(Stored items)
-- Opening Marker --

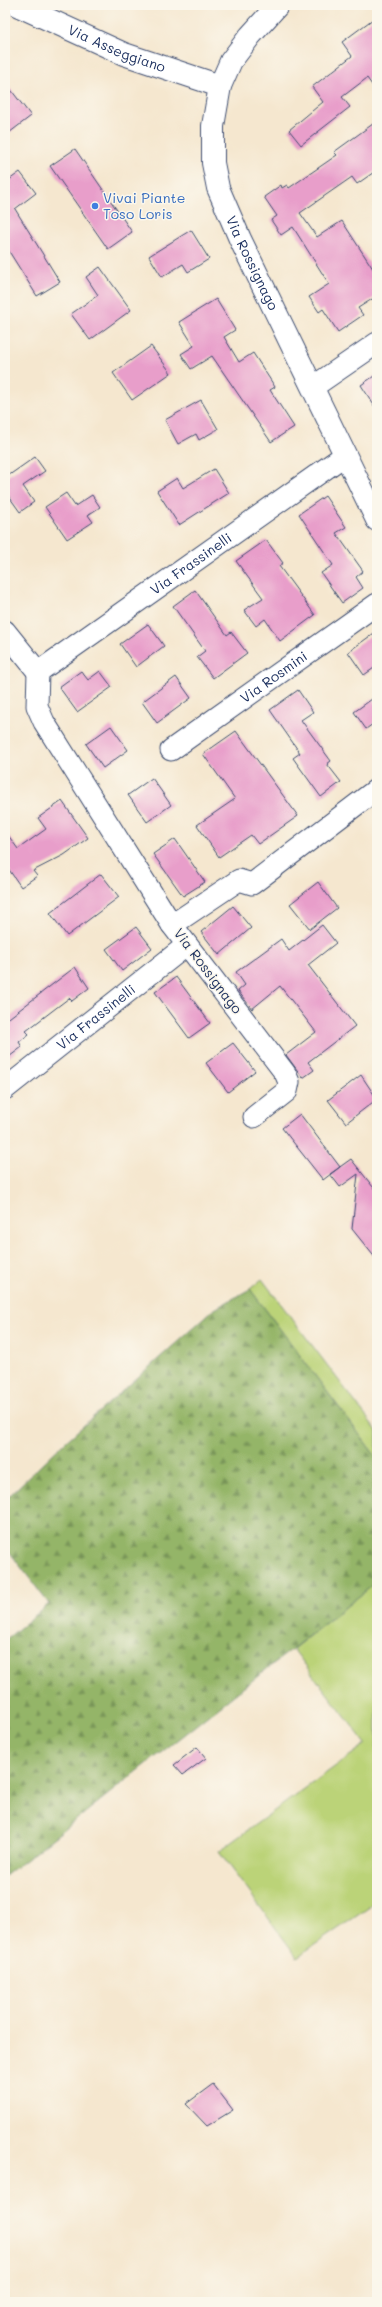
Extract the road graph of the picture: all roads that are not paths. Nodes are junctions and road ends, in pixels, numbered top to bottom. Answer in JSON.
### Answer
{"nodes":[{"id":1,"x":17,"y":5,"type":"edge"},
{"id":2,"x":278,"y":5,"type":"edge"},
{"id":3,"x":220,"y":86,"type":"junction"},
{"id":4,"x":377,"y":343,"type":"edge"},
{"id":5,"x":313,"y":387,"type":"junction"},
{"id":6,"x":345,"y":455,"type":"junction"},
{"id":7,"x":377,"y":520,"type":"edge"},
{"id":8,"x":377,"y":604,"type":"edge"},
{"id":9,"x":5,"y":631,"type":"edge"},
{"id":10,"x":38,"y":672,"type":"junction"},
{"id":11,"x":171,"y":750,"type":"dead end"},
{"id":12,"x":377,"y":789,"type":"edge"},
{"id":13,"x":172,"y":925,"type":"junction"},
{"id":14,"x":187,"y":945,"type":"junction"},
{"id":15,"x":5,"y":1089,"type":"edge"},
{"id":16,"x":254,"y":1117,"type":"dead end"}],
"edges":[{"from":1,"to":3,"type":"street","name":"Via Asseggiano"},
{"from":2,"to":3,"type":"street","name":"Via Rossignago"},
{"from":3,"to":5,"type":"street","name":"Via Rossignago"},
{"from":4,"to":5,"type":"street"},
{"from":5,"to":6,"type":"street","name":"Via Rossignago"},
{"from":6,"to":7,"type":"street","name":"Via Rossignago"},
{"from":6,"to":10,"type":"street","name":"Via Frassinelli"},
{"from":8,"to":11,"type":"street","name":"Via Rosmini"},
{"from":9,"to":10,"type":"street"},
{"from":10,"to":13,"type":"street"},
{"from":12,"to":13,"type":"street","name":"Via Rossignago"},
{"from":13,"to":14,"type":"street","name":"Via Rossignago"},
{"from":14,"to":15,"type":"street","name":"Via Frassinelli"},
{"from":14,"to":16,"type":"street","name":"Via Rossignago"}]}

-- Closing Marker --

# [What to produce]
Your copy should match the data exactly, apart from the images, which are dropped.

# [Answer space]
Extract the road graph of the picture: all roads that are not paths. Nodes are junctions and road ends, in pixels, numbered top to bottom. Answer in JSON.
### Answer
{"nodes":[{"id":1,"x":17,"y":5,"type":"edge"},
{"id":2,"x":278,"y":5,"type":"edge"},
{"id":3,"x":220,"y":86,"type":"junction"},
{"id":4,"x":377,"y":343,"type":"edge"},
{"id":5,"x":313,"y":387,"type":"junction"},
{"id":6,"x":345,"y":455,"type":"junction"},
{"id":7,"x":377,"y":520,"type":"edge"},
{"id":8,"x":377,"y":604,"type":"edge"},
{"id":9,"x":5,"y":631,"type":"edge"},
{"id":10,"x":38,"y":672,"type":"junction"},
{"id":11,"x":171,"y":750,"type":"dead end"},
{"id":12,"x":377,"y":789,"type":"edge"},
{"id":13,"x":172,"y":925,"type":"junction"},
{"id":14,"x":187,"y":945,"type":"junction"},
{"id":15,"x":5,"y":1089,"type":"edge"},
{"id":16,"x":254,"y":1117,"type":"dead end"}],
"edges":[{"from":1,"to":3,"type":"street","name":"Via Asseggiano"},
{"from":2,"to":3,"type":"street","name":"Via Rossignago"},
{"from":3,"to":5,"type":"street","name":"Via Rossignago"},
{"from":4,"to":5,"type":"street"},
{"from":5,"to":6,"type":"street","name":"Via Rossignago"},
{"from":6,"to":7,"type":"street","name":"Via Rossignago"},
{"from":6,"to":10,"type":"street","name":"Via Frassinelli"},
{"from":8,"to":11,"type":"street","name":"Via Rosmini"},
{"from":9,"to":10,"type":"street"},
{"from":10,"to":13,"type":"street"},
{"from":12,"to":13,"type":"street","name":"Via Rossignago"},
{"from":13,"to":14,"type":"street","name":"Via Rossignago"},
{"from":14,"to":15,"type":"street","name":"Via Frassinelli"},
{"from":14,"to":16,"type":"street","name":"Via Rossignago"}]}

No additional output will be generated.